Sindaco Milano Sala: “Una nuova Costituente dopo il virus”

“Una nuova Costituente per far ripartire l’ Italia dopo il virus”. A proporla è il sindaco di Milano, Beppe Sala,in un’intervista alla “Stampa”. “Credo che sia forse arrivato il momento di avviare una stagione per le riforme.
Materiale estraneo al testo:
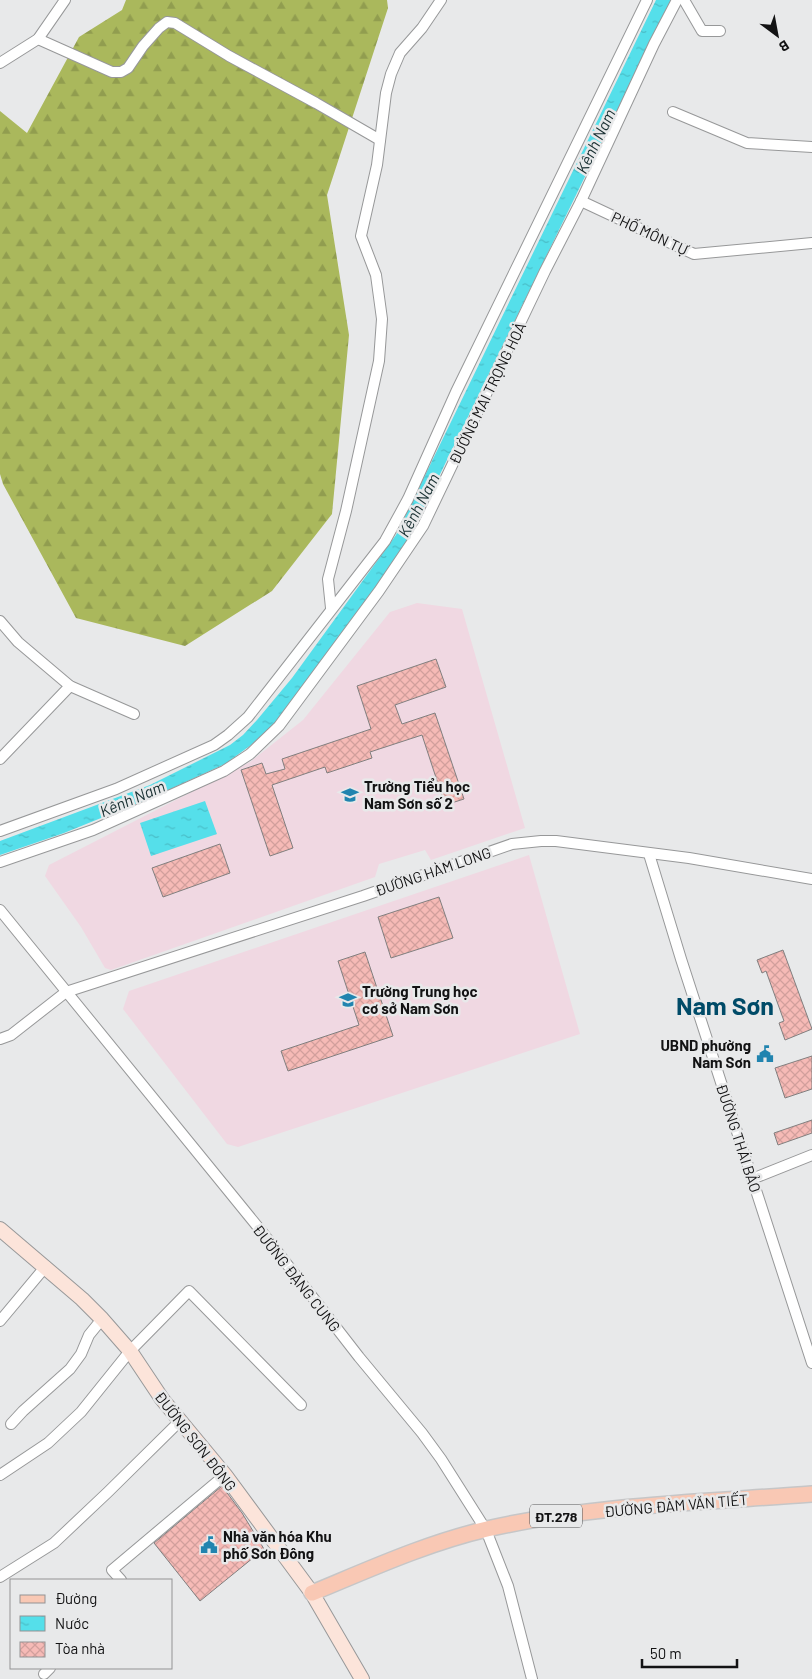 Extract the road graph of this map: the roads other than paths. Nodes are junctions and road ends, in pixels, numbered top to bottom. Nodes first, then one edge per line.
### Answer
1 (65, 0) edge
2 (441, 0) edge
3 (646, 0) edge
4 (677, 0) edge
5 (684, 0) edge
6 (720, 31) dead end
7 (38, 39) junction
8 (0, 63) edge
9 (673, 112) dead end
10 (380, 140) junction
11 (812, 148) edge
12 (581, 201) junction
13 (812, 243) edge
14 (331, 608) junction
15 (0, 621) edge
16 (70, 686) junction
17 (134, 714) dead end
18 (0, 759) edge
19 (0, 831) edge
20 (649, 854) junction
21 (0, 862) edge
22 (812, 879) edge
23 (0, 910) edge
24 (66, 992) junction
25 (0, 1040) edge
26 (812, 1155) edge
27 (752, 1179) junction
28 (0, 1229) edge
29 (46, 1266) junction
30 (102, 1319) junction
31 (0, 1321) edge
32 (130, 1351) junction
33 (812, 1363) edge
34 (301, 1405) dead end
35 (180, 1421) junction
36 (11, 1424) dead end
37 (0, 1475) edge
38 (225, 1475) junction
39 (812, 1494) edge
40 (486, 1530) junction
41 (0, 1577) edge
42 (120, 1579) edge
43 (312, 1593) junction
44 (362, 1679) edge
45 (532, 1679) edge

1 - 7 street
2 - 10 street
3 - 14 street
4 - 12 street, ĐƯỜNG MAI TRỌNG HOÀ
5 - 6 street
7 - 8 street
7 - 10 street
9 - 11 street
10 - 14 street
12 - 13 street, PHỐ MÔN TỰ
12 - 21 street, ĐƯỜNG MAI TRỌNG HOÀ
14 - 19 street
15 - 16 street
16 - 17 street
16 - 18 street
20 - 22 street, ĐƯỜNG HÀM LONG
20 - 24 street, ĐƯỜNG HÀM LONG
20 - 27 street, ĐƯỜNG THÁI BẢO
23 - 24 street, ĐƯỜNG ĐẶNG CUNG
24 - 25 street
24 - 40 street, ĐƯỜNG ĐẶNG CUNG
26 - 27 street
27 - 33 street, ĐƯỜNG THÁI BẢO
28 - 29 main road, ĐƯỜNG SƠN ĐÔNG
29 - 30 main road, ĐƯỜNG SƠN ĐÔNG
29 - 31 street
30 - 32 main road, ĐƯỜNG SƠN ĐÔNG
30 - 36 street
32 - 34 street
32 - 35 main road, ĐƯỜNG SƠN ĐÔNG
32 - 37 street
35 - 38 main road, ĐƯỜNG SƠN ĐÔNG
35 - 41 street
38 - 42 street
38 - 43 main road, ĐƯỜNG SƠN ĐÔNG
39 - 40 main road, ĐƯỜNG ĐÀM VĂN TIẾT / ĐT.278
40 - 43 main road, ĐƯỜNG ĐÀM VĂN TIẾT / ĐT.278
40 - 45 street, ĐƯỜNG ĐẶNG CUNG
43 - 44 main road, ĐƯỜNG SƠN ĐÔNG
Ho in mente due capitoli – spiega Sala – Primo: il potere dello Stato e i poteri locali perché l’ attuale struttura amministrativa è del secolo scorso e non consente di essere veloci. Con 20 Regioni, 8000 comuni, un centinaio di province e 14 città metropolitane si perde immediatezza e la responsabilità è suddivisa in mille centri di potere. Il sistema a 20 Regioni, che quest’ anno compie mezzo secolo, è forse arrivato al capolinea. Secondo: la giustizia perché l’ articolo 102 della Costituzione impedisce di istituire giudici speciali ma in realtà si sono venute a verificare situazioni nelle funzione pubblica che pongono legittimi dubbi al riguardo. Insomma, tanto sul fronte dei poteri locali che della giustizia bisogna smantellare la burocrazia. Siamo passati da un periodo dove l’ Italia restava la quinta o sesta potenza industriale pur rimanendo inefficiente ad una realtà dove più Paesi ci superavano fino all’ attuale crisi del coronavirus che amplifica il tutto. Dunque essere più efficienti non è un’ opzione, è diventato un obbligo”.

Sala spiega che “l’interrogativo è soprattutto chi deve farlo perché chi oggi ci rappresenta in Parlamento non aveva – ne poteva avere – la consapevolezza di cosa sta avvenendo ora e d’ altra parte non era incline, per le ragioni più diverse, a modernizzare lo Stato anche prima del coronavirus. Ecco perché ritengo che non è possibile fare le riforme in maniera canonica. Questo è il motivo perché come nel Dopoguerra Alcide De Gasperi lanciò la Costituente che ci regalò la Costituzione, il presidente Sergio Mattarella potrebbe oggi lanciare una nuova Costituente. Abbiamo un Capo dello Stato straordinario che non ha certo bisogno dei miei consigli ma se potessi azzardarne uno, direi questo: è il momento di una nuova Costituente repubblicana”. Secondo il sindaco di Milano “senza negare il legittimo ruolo del Parlamento, servirebbe spazio per chi amministra localmente ovvero rappresentanti di sindaci e presidenti di Regioni”. L’ obiettivo della Costituente deve essere quello di “modernizzare le istituzioni, rendendole compatibili con la complessità e l’ internazionalità in cui ci troviamo ad operare. Questa crisi ci porta a dire che l’ Italia non può permettersi di chiudersi nei suoi confini in una visione autarchica, rifiutando l’ idea di essere parte della comunità internazionale. Il dibattito Europa sì-Europa no è fuori da ogni logica: bisogna andare oltre queste sciocchezze, facendo ciò che già possiamo. Ad esempio l’ Ue ora consente di adoperare i fondi strutturali non utilizzati – valgono circa 50 miliardi – dunque prendiamoli e gestiamoli, a cominciare dal territorio più colpito dalla pandemia”.